Dataset content below:
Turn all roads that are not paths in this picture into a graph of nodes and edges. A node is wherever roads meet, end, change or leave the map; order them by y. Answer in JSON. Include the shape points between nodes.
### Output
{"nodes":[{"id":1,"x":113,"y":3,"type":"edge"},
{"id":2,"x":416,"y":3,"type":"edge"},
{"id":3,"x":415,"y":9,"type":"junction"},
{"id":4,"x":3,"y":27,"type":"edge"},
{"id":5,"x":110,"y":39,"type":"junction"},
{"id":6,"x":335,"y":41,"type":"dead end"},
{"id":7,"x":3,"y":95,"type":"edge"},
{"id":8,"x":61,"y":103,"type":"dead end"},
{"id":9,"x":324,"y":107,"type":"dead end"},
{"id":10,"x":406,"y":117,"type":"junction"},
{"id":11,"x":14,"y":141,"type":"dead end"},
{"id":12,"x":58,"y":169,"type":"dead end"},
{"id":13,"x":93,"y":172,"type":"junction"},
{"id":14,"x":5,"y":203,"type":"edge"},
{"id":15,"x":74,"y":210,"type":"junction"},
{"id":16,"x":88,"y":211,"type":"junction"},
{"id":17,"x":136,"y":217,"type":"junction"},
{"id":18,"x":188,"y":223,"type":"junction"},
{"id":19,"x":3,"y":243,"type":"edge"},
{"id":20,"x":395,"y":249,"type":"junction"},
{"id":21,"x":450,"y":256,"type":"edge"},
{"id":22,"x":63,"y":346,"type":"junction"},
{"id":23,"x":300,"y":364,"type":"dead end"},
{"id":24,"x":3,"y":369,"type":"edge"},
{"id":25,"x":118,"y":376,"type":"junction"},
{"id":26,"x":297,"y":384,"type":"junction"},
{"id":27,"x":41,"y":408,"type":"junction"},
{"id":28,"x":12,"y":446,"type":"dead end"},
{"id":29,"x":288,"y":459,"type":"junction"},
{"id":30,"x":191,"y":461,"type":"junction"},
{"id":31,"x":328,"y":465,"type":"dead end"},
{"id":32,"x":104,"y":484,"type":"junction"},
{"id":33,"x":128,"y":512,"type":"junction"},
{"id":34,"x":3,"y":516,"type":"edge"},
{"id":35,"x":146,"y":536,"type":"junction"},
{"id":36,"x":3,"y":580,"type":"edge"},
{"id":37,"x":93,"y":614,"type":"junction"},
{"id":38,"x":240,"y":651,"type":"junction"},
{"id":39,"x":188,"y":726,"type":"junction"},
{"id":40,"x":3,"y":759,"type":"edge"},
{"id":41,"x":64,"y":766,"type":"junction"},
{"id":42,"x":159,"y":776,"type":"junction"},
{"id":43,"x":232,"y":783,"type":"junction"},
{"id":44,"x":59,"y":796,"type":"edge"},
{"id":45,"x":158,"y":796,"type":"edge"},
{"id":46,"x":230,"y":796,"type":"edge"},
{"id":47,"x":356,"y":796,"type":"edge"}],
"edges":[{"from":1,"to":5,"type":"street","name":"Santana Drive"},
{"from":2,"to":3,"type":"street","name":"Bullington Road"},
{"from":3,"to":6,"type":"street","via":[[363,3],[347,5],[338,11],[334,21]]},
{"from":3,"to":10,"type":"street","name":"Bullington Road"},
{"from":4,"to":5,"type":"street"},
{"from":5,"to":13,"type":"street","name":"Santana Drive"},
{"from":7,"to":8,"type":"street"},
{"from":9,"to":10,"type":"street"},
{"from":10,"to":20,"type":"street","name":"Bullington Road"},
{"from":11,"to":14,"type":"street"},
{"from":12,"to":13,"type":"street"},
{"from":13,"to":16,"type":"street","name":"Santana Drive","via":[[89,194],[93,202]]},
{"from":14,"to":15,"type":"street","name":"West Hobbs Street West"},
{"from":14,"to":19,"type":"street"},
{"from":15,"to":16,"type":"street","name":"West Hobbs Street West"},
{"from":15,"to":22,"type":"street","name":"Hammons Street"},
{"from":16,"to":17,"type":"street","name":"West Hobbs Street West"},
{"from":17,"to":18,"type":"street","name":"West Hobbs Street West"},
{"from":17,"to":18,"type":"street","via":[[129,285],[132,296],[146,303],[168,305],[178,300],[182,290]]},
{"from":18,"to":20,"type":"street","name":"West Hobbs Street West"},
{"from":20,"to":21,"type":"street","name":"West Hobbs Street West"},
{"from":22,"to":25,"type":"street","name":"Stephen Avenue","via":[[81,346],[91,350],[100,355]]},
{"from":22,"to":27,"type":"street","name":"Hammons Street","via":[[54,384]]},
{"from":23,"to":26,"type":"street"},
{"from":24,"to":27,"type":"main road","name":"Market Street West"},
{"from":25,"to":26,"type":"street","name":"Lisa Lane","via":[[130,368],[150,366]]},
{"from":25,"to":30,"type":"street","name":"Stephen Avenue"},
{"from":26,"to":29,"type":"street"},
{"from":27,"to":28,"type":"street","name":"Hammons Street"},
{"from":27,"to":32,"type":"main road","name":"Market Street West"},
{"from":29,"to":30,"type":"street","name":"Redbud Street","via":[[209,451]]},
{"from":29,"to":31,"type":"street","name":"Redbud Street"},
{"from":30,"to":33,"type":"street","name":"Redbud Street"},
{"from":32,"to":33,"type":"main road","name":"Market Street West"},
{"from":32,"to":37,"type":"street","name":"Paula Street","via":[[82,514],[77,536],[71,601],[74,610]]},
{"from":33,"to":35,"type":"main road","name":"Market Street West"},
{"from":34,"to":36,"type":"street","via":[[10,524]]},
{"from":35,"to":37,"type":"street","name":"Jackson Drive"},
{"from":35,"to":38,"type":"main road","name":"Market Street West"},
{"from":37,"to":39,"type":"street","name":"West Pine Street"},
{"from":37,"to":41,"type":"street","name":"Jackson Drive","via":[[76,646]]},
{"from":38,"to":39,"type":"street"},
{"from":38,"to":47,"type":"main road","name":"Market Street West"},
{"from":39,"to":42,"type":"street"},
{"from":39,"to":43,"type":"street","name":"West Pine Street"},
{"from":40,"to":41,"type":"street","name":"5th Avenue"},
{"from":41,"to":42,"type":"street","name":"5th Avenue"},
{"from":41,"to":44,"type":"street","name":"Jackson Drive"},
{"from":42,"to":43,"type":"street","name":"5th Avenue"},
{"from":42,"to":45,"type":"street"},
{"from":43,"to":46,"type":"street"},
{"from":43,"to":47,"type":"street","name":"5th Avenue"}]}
End of Dataset content.
* The task
The entries above are to be retyped exactly, with nothing left out.

* Completed task
Turn all roads that are not paths in this picture into a graph of nodes and edges. A node is wherever roads meet, end, change or leave the map; order them by y. Answer in JSON. Include the shape points between nodes.
### Output
{"nodes":[{"id":1,"x":113,"y":3,"type":"edge"},
{"id":2,"x":416,"y":3,"type":"edge"},
{"id":3,"x":415,"y":9,"type":"junction"},
{"id":4,"x":3,"y":27,"type":"edge"},
{"id":5,"x":110,"y":39,"type":"junction"},
{"id":6,"x":335,"y":41,"type":"dead end"},
{"id":7,"x":3,"y":95,"type":"edge"},
{"id":8,"x":61,"y":103,"type":"dead end"},
{"id":9,"x":324,"y":107,"type":"dead end"},
{"id":10,"x":406,"y":117,"type":"junction"},
{"id":11,"x":14,"y":141,"type":"dead end"},
{"id":12,"x":58,"y":169,"type":"dead end"},
{"id":13,"x":93,"y":172,"type":"junction"},
{"id":14,"x":5,"y":203,"type":"edge"},
{"id":15,"x":74,"y":210,"type":"junction"},
{"id":16,"x":88,"y":211,"type":"junction"},
{"id":17,"x":136,"y":217,"type":"junction"},
{"id":18,"x":188,"y":223,"type":"junction"},
{"id":19,"x":3,"y":243,"type":"edge"},
{"id":20,"x":395,"y":249,"type":"junction"},
{"id":21,"x":450,"y":256,"type":"edge"},
{"id":22,"x":63,"y":346,"type":"junction"},
{"id":23,"x":300,"y":364,"type":"dead end"},
{"id":24,"x":3,"y":369,"type":"edge"},
{"id":25,"x":118,"y":376,"type":"junction"},
{"id":26,"x":297,"y":384,"type":"junction"},
{"id":27,"x":41,"y":408,"type":"junction"},
{"id":28,"x":12,"y":446,"type":"dead end"},
{"id":29,"x":288,"y":459,"type":"junction"},
{"id":30,"x":191,"y":461,"type":"junction"},
{"id":31,"x":328,"y":465,"type":"dead end"},
{"id":32,"x":104,"y":484,"type":"junction"},
{"id":33,"x":128,"y":512,"type":"junction"},
{"id":34,"x":3,"y":516,"type":"edge"},
{"id":35,"x":146,"y":536,"type":"junction"},
{"id":36,"x":3,"y":580,"type":"edge"},
{"id":37,"x":93,"y":614,"type":"junction"},
{"id":38,"x":240,"y":651,"type":"junction"},
{"id":39,"x":188,"y":726,"type":"junction"},
{"id":40,"x":3,"y":759,"type":"edge"},
{"id":41,"x":64,"y":766,"type":"junction"},
{"id":42,"x":159,"y":776,"type":"junction"},
{"id":43,"x":232,"y":783,"type":"junction"},
{"id":44,"x":59,"y":796,"type":"edge"},
{"id":45,"x":158,"y":796,"type":"edge"},
{"id":46,"x":230,"y":796,"type":"edge"},
{"id":47,"x":356,"y":796,"type":"edge"}],
"edges":[{"from":1,"to":5,"type":"street","name":"Santana Drive"},
{"from":2,"to":3,"type":"street","name":"Bullington Road"},
{"from":3,"to":6,"type":"street","via":[[363,3],[347,5],[338,11],[334,21]]},
{"from":3,"to":10,"type":"street","name":"Bullington Road"},
{"from":4,"to":5,"type":"street"},
{"from":5,"to":13,"type":"street","name":"Santana Drive"},
{"from":7,"to":8,"type":"street"},
{"from":9,"to":10,"type":"street"},
{"from":10,"to":20,"type":"street","name":"Bullington Road"},
{"from":11,"to":14,"type":"street"},
{"from":12,"to":13,"type":"street"},
{"from":13,"to":16,"type":"street","name":"Santana Drive","via":[[89,194],[93,202]]},
{"from":14,"to":15,"type":"street","name":"West Hobbs Street West"},
{"from":14,"to":19,"type":"street"},
{"from":15,"to":16,"type":"street","name":"West Hobbs Street West"},
{"from":15,"to":22,"type":"street","name":"Hammons Street"},
{"from":16,"to":17,"type":"street","name":"West Hobbs Street West"},
{"from":17,"to":18,"type":"street","name":"West Hobbs Street West"},
{"from":17,"to":18,"type":"street","via":[[129,285],[132,296],[146,303],[168,305],[178,300],[182,290]]},
{"from":18,"to":20,"type":"street","name":"West Hobbs Street West"},
{"from":20,"to":21,"type":"street","name":"West Hobbs Street West"},
{"from":22,"to":25,"type":"street","name":"Stephen Avenue","via":[[81,346],[91,350],[100,355]]},
{"from":22,"to":27,"type":"street","name":"Hammons Street","via":[[54,384]]},
{"from":23,"to":26,"type":"street"},
{"from":24,"to":27,"type":"main road","name":"Market Street West"},
{"from":25,"to":26,"type":"street","name":"Lisa Lane","via":[[130,368],[150,366]]},
{"from":25,"to":30,"type":"street","name":"Stephen Avenue"},
{"from":26,"to":29,"type":"street"},
{"from":27,"to":28,"type":"street","name":"Hammons Street"},
{"from":27,"to":32,"type":"main road","name":"Market Street West"},
{"from":29,"to":30,"type":"street","name":"Redbud Street","via":[[209,451]]},
{"from":29,"to":31,"type":"street","name":"Redbud Street"},
{"from":30,"to":33,"type":"street","name":"Redbud Street"},
{"from":32,"to":33,"type":"main road","name":"Market Street West"},
{"from":32,"to":37,"type":"street","name":"Paula Street","via":[[82,514],[77,536],[71,601],[74,610]]},
{"from":33,"to":35,"type":"main road","name":"Market Street West"},
{"from":34,"to":36,"type":"street","via":[[10,524]]},
{"from":35,"to":37,"type":"street","name":"Jackson Drive"},
{"from":35,"to":38,"type":"main road","name":"Market Street West"},
{"from":37,"to":39,"type":"street","name":"West Pine Street"},
{"from":37,"to":41,"type":"street","name":"Jackson Drive","via":[[76,646]]},
{"from":38,"to":39,"type":"street"},
{"from":38,"to":47,"type":"main road","name":"Market Street West"},
{"from":39,"to":42,"type":"street"},
{"from":39,"to":43,"type":"street","name":"West Pine Street"},
{"from":40,"to":41,"type":"street","name":"5th Avenue"},
{"from":41,"to":42,"type":"street","name":"5th Avenue"},
{"from":41,"to":44,"type":"street","name":"Jackson Drive"},
{"from":42,"to":43,"type":"street","name":"5th Avenue"},
{"from":42,"to":45,"type":"street"},
{"from":43,"to":46,"type":"street"},
{"from":43,"to":47,"type":"street","name":"5th Avenue"}]}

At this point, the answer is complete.